Malcolm X (1925 – 1965)
São pouquíssimas as sociedades humanas que não conheceram a escravidão. No entanto, a grande maioria das pessoas, quando escuta a palavra “escravo”, pensa em alguém de origem africana, no sul dos Estados Unidos, nas Antilhas ou no Brasil. O escravo, por antonomásia, é portanto de origem africana e propriedade de um branco cristão. Estatisticamente falando, esse tipo de escravidão é representada em mais de 90% das narrativas literárias ou cinematográficas. Na verdade, essa forma de escravidão foi, de longe, a que menos ocorreu. Não obstante seus inegáveis horrores, foi também, por grande margem, a menos atroz e violenta, e, sobretudo, foi no seio do mundo cristão que realizou-se a sua abolição.
No cristianismo, era concedido ao escravo viver, morrer de velhice e colocar filhos e netos no mundo.

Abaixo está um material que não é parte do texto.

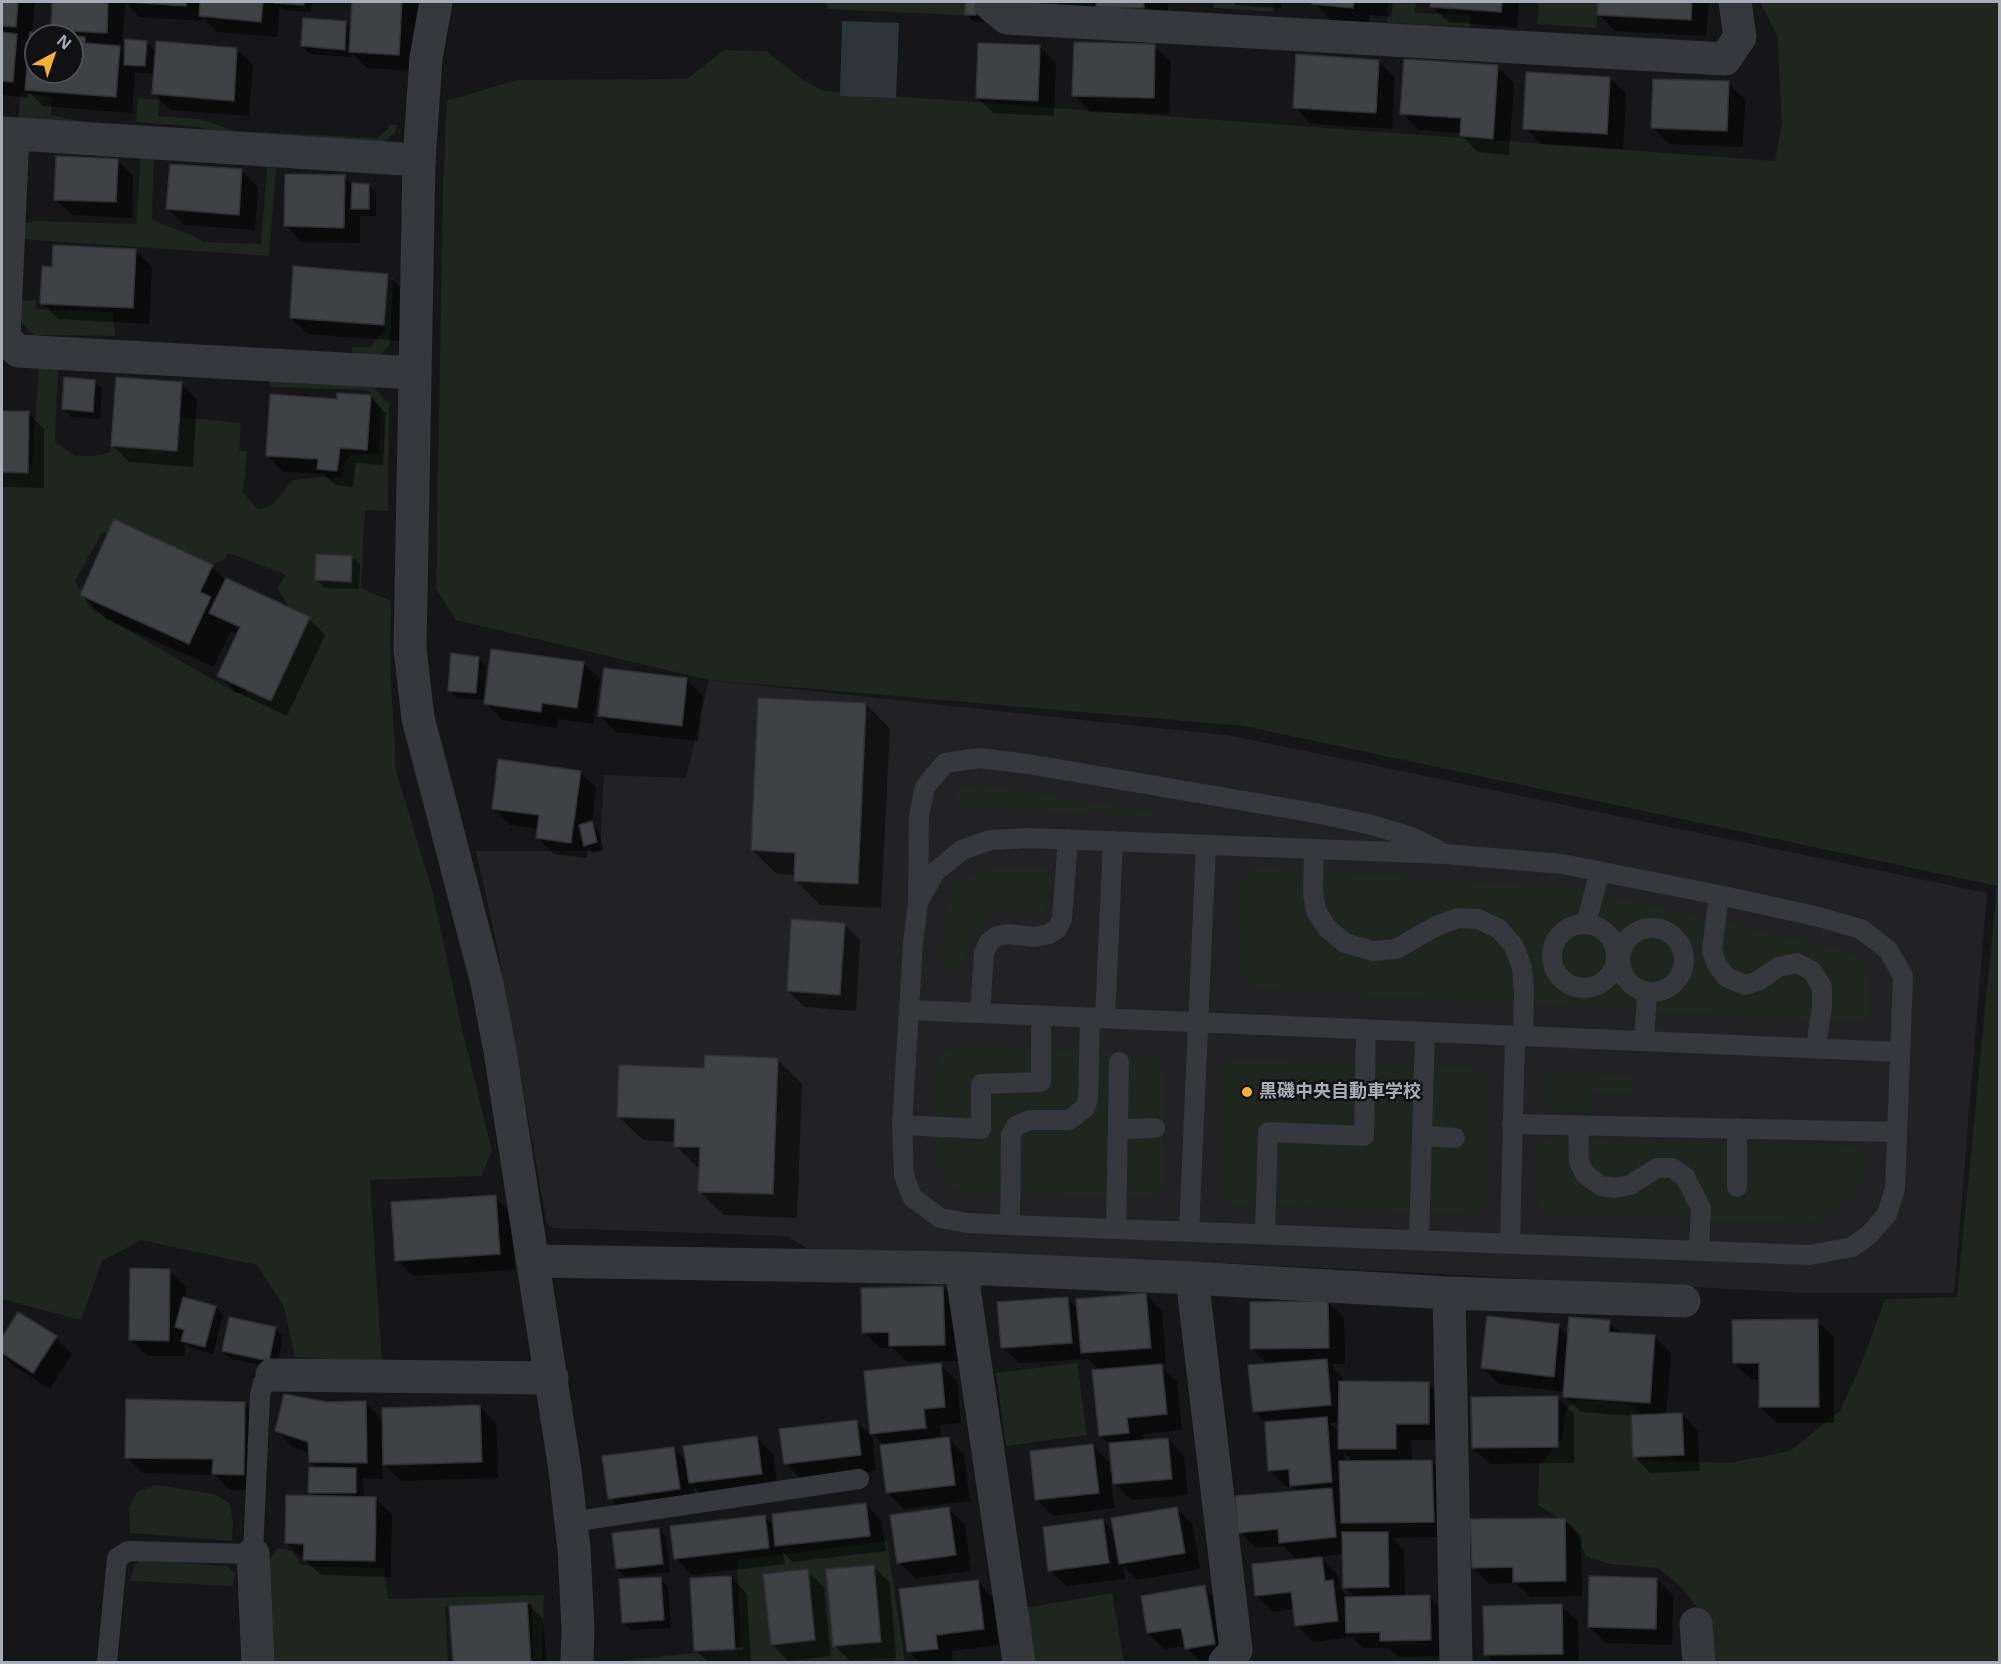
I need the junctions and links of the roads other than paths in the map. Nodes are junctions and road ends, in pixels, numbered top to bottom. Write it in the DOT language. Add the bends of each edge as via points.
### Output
graph roads {
  1 [pos="436,2"];
  2 [pos="992,2"];
  3 [pos="1735,2"];
  4 [pos="7,133"];
  5 [pos="419,160"];
  6 [pos="415,373"];
  7 [pos="1068,838"];
  8 [pos="1113,841"];
  9 [pos="1206,844"];
  10 [pos="1314,849"];
  11 [pos="1446,854"];
  12 [pos="1600,871"];
  13 [pos="1719,895"];
  14 [pos="918,902"];
  15 [pos="1586,923"];
  16 [pos="1617,964"];
  17 [pos="1647,992"];
  18 [pos="909,1010"];
  19 [pos="980,1013"];
  20 [pos="1041,1016"];
  21 [pos="1098,1018"];
  22 [pos="1198,1023"];
  23 [pos="1366,1029"];
  24 [pos="1425,1032"];
  25 [pos="1519,1036"];
  26 [pos="1644,1041"];
  27 [pos="1816,1048"];
  28 [pos="1900,1052"];
  29 [pos="1119,1062"];
  30 [pos="1512,1124"];
  31 [pos="902,1125"];
  32 [pos="1578,1126"];
  33 [pos="1155,1128"];
  34 [pos="1737,1128"];
  35 [pos="1118,1129"];
  36 [pos="1897,1132"];
  37 [pos="1422,1136"];
  38 [pos="1455,1138"];
  39 [pos="1737,1187"];
  40 [pos="1010,1225"];
  41 [pos="1116,1229"];
  42 [pos="1189,1231"];
  43 [pos="1265,1234"];
  44 [pos="1419,1239"];
  45 [pos="1510,1243"];
  46 [pos="1699,1250"];
  47 [pos="534,1261"];
  48 [pos="961,1268"];
  49 [pos="1192,1278"];
  50 [pos="1449,1293"];
  51 [pos="1684,1301"];
  52 [pos="272,1375"];
  53 [pos="552,1378"];
  54 [pos="859,1479"];
  55 [pos="571,1522"];
  56 [pos="254,1554"];
  57 [pos="1695,1624"];
  58 [pos="108,1662"];
  59 [pos="258,1662"];
  60 [pos="578,1662"];
  61 [pos="1019,1662"];
  62 [pos="1225,1662"];
  63 [pos="1456,1662"];
  64 [pos="1699,1662"];
  1 -- 5 [label="street" via="426,58"];
  2 -- 3 [label="street" via="1007,18 1725,59 1740,38"];
  4 -- 5 [label="street"];
  4 -- 6 [label="street" via="4,338 18,351"];
  5 -- 6 [label="street"];
  6 -- 47 [label="street" via="410,650 418,718 487,983"];
  7 -- 8 [label="lane"];
  7 -- 14 [label="lane" via="990,840 962,850 935,872"];
  7 -- 19 [label="lane" via="1062,919 1057,929 1034,937 997,936 989,942 984,953"];
  8 -- 9 [label="lane"];
  8 -- 21 [label="lane"];
  9 -- 10 [label="lane"];
  9 -- 22 [label="lane"];
  10 -- 11 [label="lane"];
  10 -- 25 [label="lane" via="1312,892 1317,911 1327,928 1345,943 1373,951 1396,949 1458,918 1478,919 1499,929 1514,946 1522,968 1524,992"];
  11 -- 12 [label="lane"];
  11 -- 14 [label="lane" via="1409,836 1315,813 979,758 945,763 925,787 919,816"];
  12 -- 13 [label="lane"];
  12 -- 15 [label="lane"];
  13 -- 27 [label="lane" via="1712,950 1717,964 1726,977 1745,985 1778,967 1797,963 1812,971 1822,987"];
  13 -- 28 [label="lane" via="1861,929 1888,950 1903,976"];
  14 -- 18 [label="lane"];
  15 -- 16 [label="lane" via="1598,926 1613,942"];
  15 -- 16 [label="lane" via="1567,927 1553,943 1551,963 1556,973 1571,986 1592,987 1610,975"];
  16 -- 17 [label="lane" via="1628,982"];
  16 -- 17 [label="lane" via="1624,942 1632,934 1642,929 1663,930 1673,935 1683,953 1682,973 1668,988"];
  17 -- 26 [label="lane"];
  18 -- 19 [label="lane"];
  18 -- 31 [label="lane"];
  19 -- 20 [label="lane"];
  20 -- 21 [label="lane"];
  20 -- 31 [label="lane" via="1041,1082 981,1084 981,1129"];
  21 -- 22 [label="lane"];
  21 -- 40 [label="lane" via="1085,1108 1069,1120 1030,1120 1016,1126 1011,1135"];
  22 -- 23 [label="lane"];
  22 -- 42 [label="lane"];
  23 -- 24 [label="lane"];
  23 -- 43 [label="lane" via="1364,1136 1268,1132"];
  24 -- 25 [label="lane"];
  24 -- 37 [label="lane"];
  25 -- 26 [label="lane"];
  25 -- 30 [label="lane"];
  26 -- 27 [label="lane"];
  27 -- 28 [label="lane"];
  28 -- 36 [label="lane"];
  29 -- 35 [label="lane"];
  30 -- 32 [label="lane"];
  30 -- 45 [label="lane"];
  31 -- 40 [label="lane" via="904,1175 912,1197 940,1218"];
  32 -- 34 [label="lane"];
  32 -- 46 [label="lane" via="1579,1162 1585,1174 1600,1186 1630,1185 1657,1168 1672,1168 1685,1177 1701,1208"];
  33 -- 35 [label="lane"];
  34 -- 36 [label="lane"];
  34 -- 39 [label="lane"];
  35 -- 41 [label="lane"];
  36 -- 46 [label="lane" via="1895,1189 1887,1214 1852,1247 1810,1255"];
  37 -- 38 [label="lane"];
  37 -- 44 [label="lane"];
  40 -- 41 [label="lane"];
  41 -- 42 [label="lane"];
  42 -- 43 [label="lane"];
  43 -- 44 [label="lane"];
  44 -- 45 [label="lane"];
  45 -- 46 [label="lane"];
  47 -- 48 [label="street"];
  47 -- 53 [label="street"];
  48 -- 49 [label="street"];
  48 -- 61 [label="street"];
  49 -- 50 [label="street"];
  49 -- 62 [label="street" via="1236,1650"];
  50 -- 51 [label="street"];
  50 -- 63 [label="street"];
  52 -- 53 [label="street"];
  52 -- 56 [label="lane" via="263,1383 260,1395"];
  53 -- 55 [label="street"];
  54 -- 55 [label="lane"];
  55 -- 60 [label="street"];
  56 -- 58 [label="lane" via="128,1551 117,1558"];
  56 -- 59 [label="street"];
  57 -- 64 [label="street"];
}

O tráfico transatlântico durou quatro séculos, e daqueles homens e mulheres mantidos em escravidão temos a cor, os descendentes, a música. No continente americano, dos Estados Unidos ao Brasil, passando pelo Caribe, vivem 70 milhões de descendentes de africanos. Essas pessoas passaram a fazer parte de uma civilização de modo brutal e violento, mas agora são parte dela. Foram batizadas e conduzidas ao cristianismo. Enquanto a escravidão ainda existia, nos Estados Unidos havia não apenas padres, mas até mesmo bispos de origem africana. As bulas dos papas católicos foram os primeiros documentos a condenar a escravidão de maneira absoluta e definitiva.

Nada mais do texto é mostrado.